Abstract

A VARIETY of mechanisms underlie the pharmacological blockade of membrane excitability. Some drugs seem to reduce the frequency at which ion channels open; a good example is the effect of curare on acetylcholine receptor channels at normal resting potentials. Another sort of mechanism may account for the action of many local anaesthetics and related drugs containing charged ammonium groups. It is postulated that such molecules block transmembrane currents as they bind to sites within open ion channels, much like a plug in a drain, with the important difference that the events occur on a millisecond time scale.

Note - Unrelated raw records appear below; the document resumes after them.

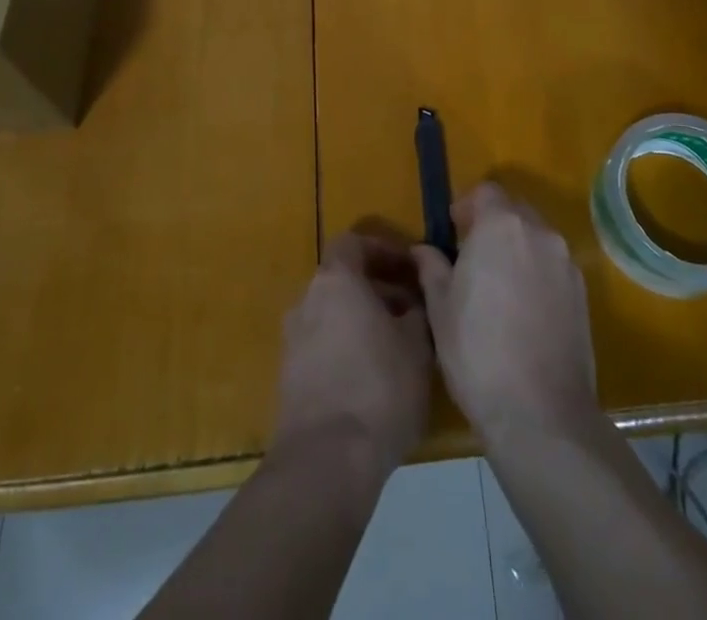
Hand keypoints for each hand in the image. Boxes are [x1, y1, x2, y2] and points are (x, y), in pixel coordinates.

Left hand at [271, 231, 432, 481]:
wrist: (326, 462)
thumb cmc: (379, 388)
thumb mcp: (417, 345)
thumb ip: (417, 311)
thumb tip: (413, 302)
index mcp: (335, 281)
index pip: (353, 243)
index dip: (383, 250)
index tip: (410, 268)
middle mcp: (306, 301)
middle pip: (342, 281)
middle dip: (377, 290)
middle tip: (412, 312)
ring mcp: (292, 341)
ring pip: (332, 316)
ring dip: (362, 322)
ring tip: (398, 349)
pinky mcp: (288, 380)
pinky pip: (322, 348)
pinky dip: (346, 350)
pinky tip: (373, 381)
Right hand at [411, 183, 597, 440]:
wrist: (542, 414)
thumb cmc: (478, 352)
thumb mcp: (440, 308)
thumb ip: (432, 268)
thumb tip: (423, 250)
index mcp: (501, 226)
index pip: (486, 192)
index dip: (466, 207)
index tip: (453, 234)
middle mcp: (539, 233)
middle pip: (514, 210)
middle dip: (492, 225)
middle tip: (471, 260)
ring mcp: (566, 263)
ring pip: (536, 238)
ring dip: (516, 249)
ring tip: (497, 288)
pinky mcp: (583, 293)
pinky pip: (553, 266)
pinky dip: (536, 273)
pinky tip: (522, 311)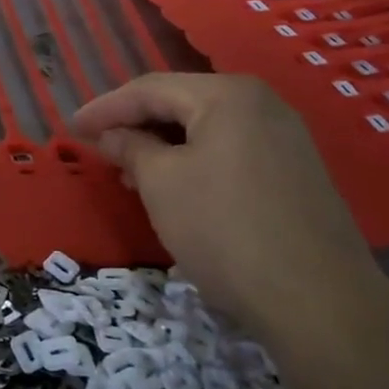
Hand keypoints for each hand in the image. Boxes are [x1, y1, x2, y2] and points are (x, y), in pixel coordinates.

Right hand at [71, 73, 381, 349]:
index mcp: (228, 95)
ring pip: (205, 130)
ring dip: (162, 146)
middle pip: (181, 103)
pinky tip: (175, 188)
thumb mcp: (161, 184)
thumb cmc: (224, 229)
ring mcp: (285, 138)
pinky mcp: (295, 172)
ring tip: (129, 174)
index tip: (71, 128)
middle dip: (134, 125)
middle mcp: (262, 104)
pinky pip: (230, 151)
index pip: (150, 89)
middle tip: (98, 150)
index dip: (105, 108)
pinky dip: (193, 162)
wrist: (318, 300)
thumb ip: (130, 147)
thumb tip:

This model, which we shall call ‘open-channel blockade’, was first applied to the effect of internal tetraethylammonium ions on K+ channels in squid axon1 and more recently to similar actions of local anaesthetics on acetylcholine receptor channels2–4 and on electrically excitable Na+ channels5. (Curare seems to exert an additional open-channel blockade at high negative potentials6,7.) The concept of open-channel blockade would receive direct experimental support from the demonstration that the blockade is exerted even if the blocking molecule is not bound to the channel (or indeed is not present at all) until after the channel opens. Such a demonstration is made possible by a drug that (1) blocks acetylcholine receptor channels in Electrophorus electroplaque, and (2) is created, in less than a millisecond, by a flash of light.